The Hero Denied takes place several years after the second series. Matchstick and his family are in hiding, trying to avoid the Umbra Sprite, now known as the Umbra Witch, who has regenerated in a female form, and has female children called Gracklethorns, instead of the males in the first two series called Grackleflints. All of the chapters have titles taken from Shakespeare's The Tempest. The final issue came out on February 27, 2019, thirty-five years after the publication of the first comic.
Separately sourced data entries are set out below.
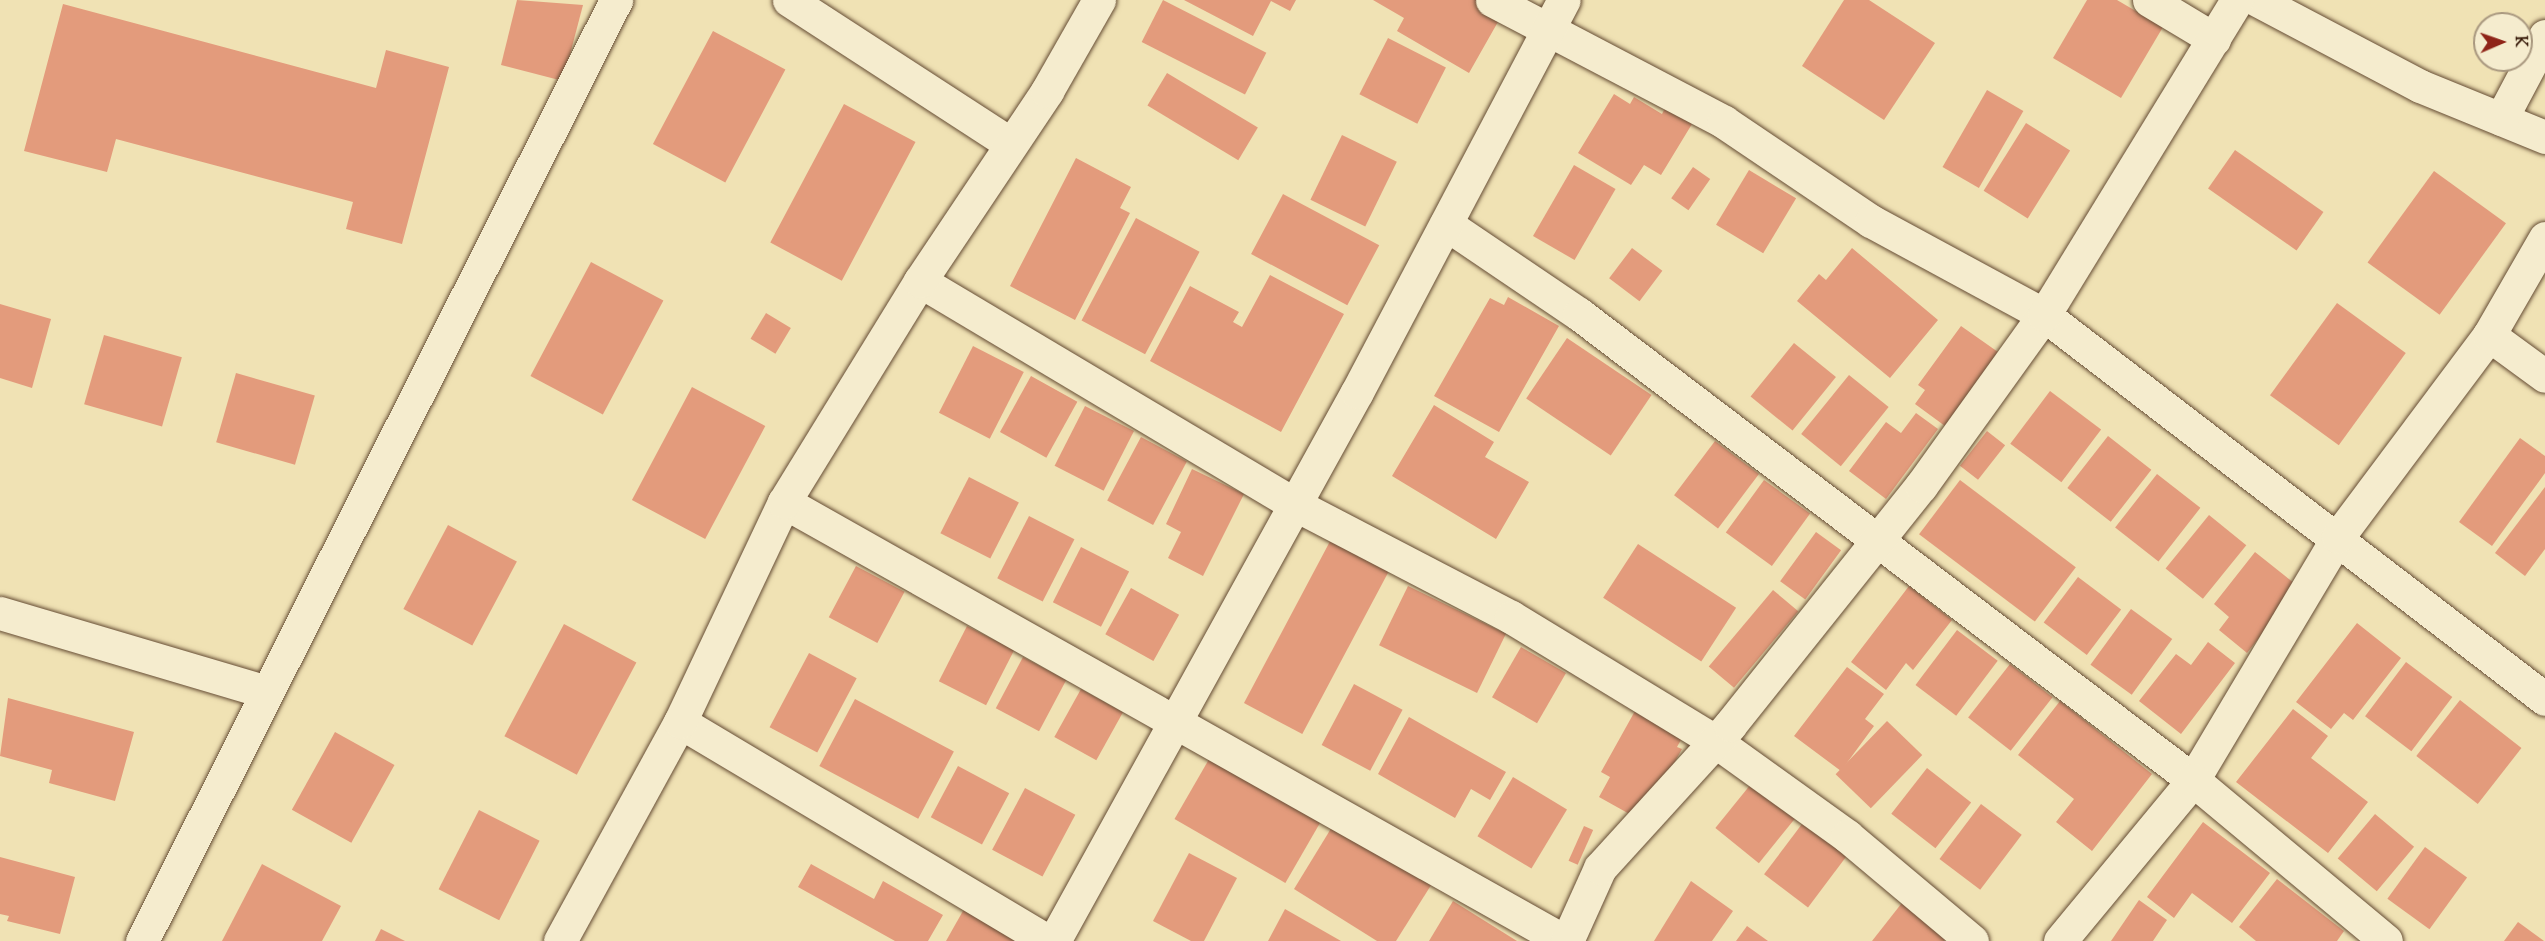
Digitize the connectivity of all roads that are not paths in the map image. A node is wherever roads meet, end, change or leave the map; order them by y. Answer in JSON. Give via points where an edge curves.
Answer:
{"nodes":[{"id":1,"x":616,"y":0,"type":"edge"},
{"id":2,"x":789,"y":0,"type":"edge"},
{"id":3,"x":1099,"y":0,"type":"edge"},
{"id":4,"x":1492,"y":0,"type":"edge"},
{"id":5,"x":1564,"y":0,"type":"edge"},
{"id":6,"x":2149,"y":0,"type":"edge"},
{"id":7,"x":2237,"y":0,"type":"edge"},
{"id":8,"x":2257,"y":0,"type":"edge"},
{"id":9,"x":1546,"y":32,"type":"junction"},
{"id":10,"x":2545,"y":36,"type":"edge"},
{"id":11,"x":2214,"y":39,"type":"junction"},
{"id":12,"x":2500,"y":118,"type":"junction"},
{"id":13,"x":2545,"y":136,"type":"edge"},
{"id":14,"x":1008,"y":142,"type":"junction"},
{"id":15,"x":1446,"y":224,"type":"junction"},
{"id":16,"x":2545,"y":238,"type":"edge"},
{"id":17,"x":920,"y":280,"type":"junction"},
{"id":18,"x":2044,"y":315,"type":"junction"},
{"id":19,"x":2489,"y":335,"type":"junction"},
{"id":20,"x":2545,"y":376,"type":"edge"},
{"id":21,"x":784,"y":502,"type":"junction"},
{"id":22,"x":1296,"y":505,"type":"junction"},
{"id":23,"x":2338,"y":537,"type":"junction"},
{"id":24,"x":1875,"y":543,"type":"junction"},
{"id":25,"x":0,"y":613,"type":"edge"},
{"id":26,"x":266,"y":692,"type":"junction"},
{"id":27,"x":2545,"y":699,"type":"edge"},
{"id":28,"x":1177,"y":719,"type":"junction"},
{"id":29,"x":680,"y":722,"type":"junction"},
{"id":30,"x":1715,"y":741,"type":"junction"},
{"id":31,"x":2193,"y":780,"type":"junction"},
{"id":32,"x":142,"y":941,"type":"edge"},
{"id":33,"x":560,"y":941,"type":"edge"},
{"id":34,"x":1048,"y":941,"type":"edge"},
{"id":35,"x":1054,"y":941,"type":"edge"},
{"id":36,"x":1566,"y":941,"type":"edge"},
{"id":37,"x":1972,"y":941,"type":"edge"},
{"id":38,"x":2060,"y":941,"type":"edge"},
{"id":39,"x":2386,"y":941,"type":"edge"}],
"edges":[{"from":1,"to":26,"type":"street"},
{"from":2,"to":14,"type":"street"},
{"from":3,"to":14,"type":"street","via":[[1047,91]]},
{"from":4,"to":9,"type":"street"},
{"from":5,"to":9,"type":"street"},
{"from":6,"to":11,"type":"street"},
{"from":7,"to":11,"type":"street"},
{"from":8,"to":12,"type":"street","via":[[2420,86]]},
{"from":9,"to":15,"type":"street"},
{"from":9,"to":18,"type":"street","via":[[1724,122],[1871,221]]},
{"from":10,"to":12,"type":"street"},
{"from":11,"to":18,"type":"street"},
{"from":12,"to":13,"type":"street"},
{"from":14,"to":17,"type":"street"},
{"from":15,"to":22,"type":"street"},
{"from":15,"to":24,"type":"street","via":[[1579,314]]},
{"from":16,"to":19,"type":"street"},
{"from":17,"to":21,"type":"street"},
{"from":17,"to":22,"type":"street"},
{"from":18,"to":23,"type":"street"},
{"from":18,"to":24,"type":"street"},
{"from":19,"to":20,"type":"street"},
{"from":19,"to":23,"type":"street"},
{"from":21,"to":28,"type":"street"},
{"from":21,"to":29,"type":"street"},
{"from":22,"to":28,"type":"street"},
{"from":22,"to":30,"type":"street","via":[[1511,617]]},
{"from":23,"to":27,"type":"street"},
{"from":23,"to":31,"type":"street"},
{"from":24,"to":30,"type":"street"},
{"from":24,"to":31,"type":"street"},
{"from":25,"to":26,"type":"street"},
{"from":26,"to":32,"type":"street"},
{"from":28,"to":35,"type":"street"},
{"from":28,"to":36,"type":"street"},
{"from":29,"to":33,"type":"street"},
{"from":29,"to":34,"type":"street"},
{"from":30,"to":36,"type":"street","via":[[1600,868]]},
{"from":30,"to":37,"type":"street","via":[[1847,836]]},
{"from":31,"to":38,"type":"street"},
{"from":31,"to":39,"type":"street"}]}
The ultimate issue of each volume was double-sized, and featured a gatefold page of panoramic art. The final issue contains an eight-page gatefold.

Mage ran as a back up feature in Comico's Grendel series issues #16–19.

==Collected editions==
The series has been collected into a number of trade paperbacks and a hardcover limited edition.

- Mage: The Hero Discovered: Starblaze Graphics
  - Trade Paperback
    - Volume 1 (March 1987, ISBN 978-0-89865-465-3)
    - Volume 2 (December 1987, ISBN 978-0-89865-560-5)
    - Volume 3 (June 1988, ISBN 0-89865-616-8)
  - Hardcover, Slipcased, Limited Edition of 1500
    - Volume 1 (March 1987, ISBN 0-89865-467-X)
    - Volume 2 (April 1987, ISBN 0-89865-467-X)
    - Volume 3 (May 1987, ISBN 0-89865-615-X)

- Mage: The Hero Discovered: Image Comics, paperback
  - Volume 1 (216 pages, June 2017, ISBN 978-1534303690)
  - Volume 2 (206 pages, October 2017, ISBN 978-1534303768)
- Mage: The Hero Defined:
  - Volume 3 (208 pages, January 2018, ISBN 978-1534304765)
  - Volume 4 (208 pages, May 2018, ISBN 978-1534306592)
- Mage: The Hero Denied:
  - Volume 5 (208 pages, October 2018, ISBN 978-1534304895)
  - Volume 6 (206 pages, April 2019, ISBN 978-1534310414)

==Other media==
In June 2002, Zack Snyder took over directing a film adaptation for Walt Disney Pictures, with Spyglass Entertainment producing, after F. Gary Gray left the project to remake The Italian Job. In 2010 the rights were picked up by producer Lloyd Levin.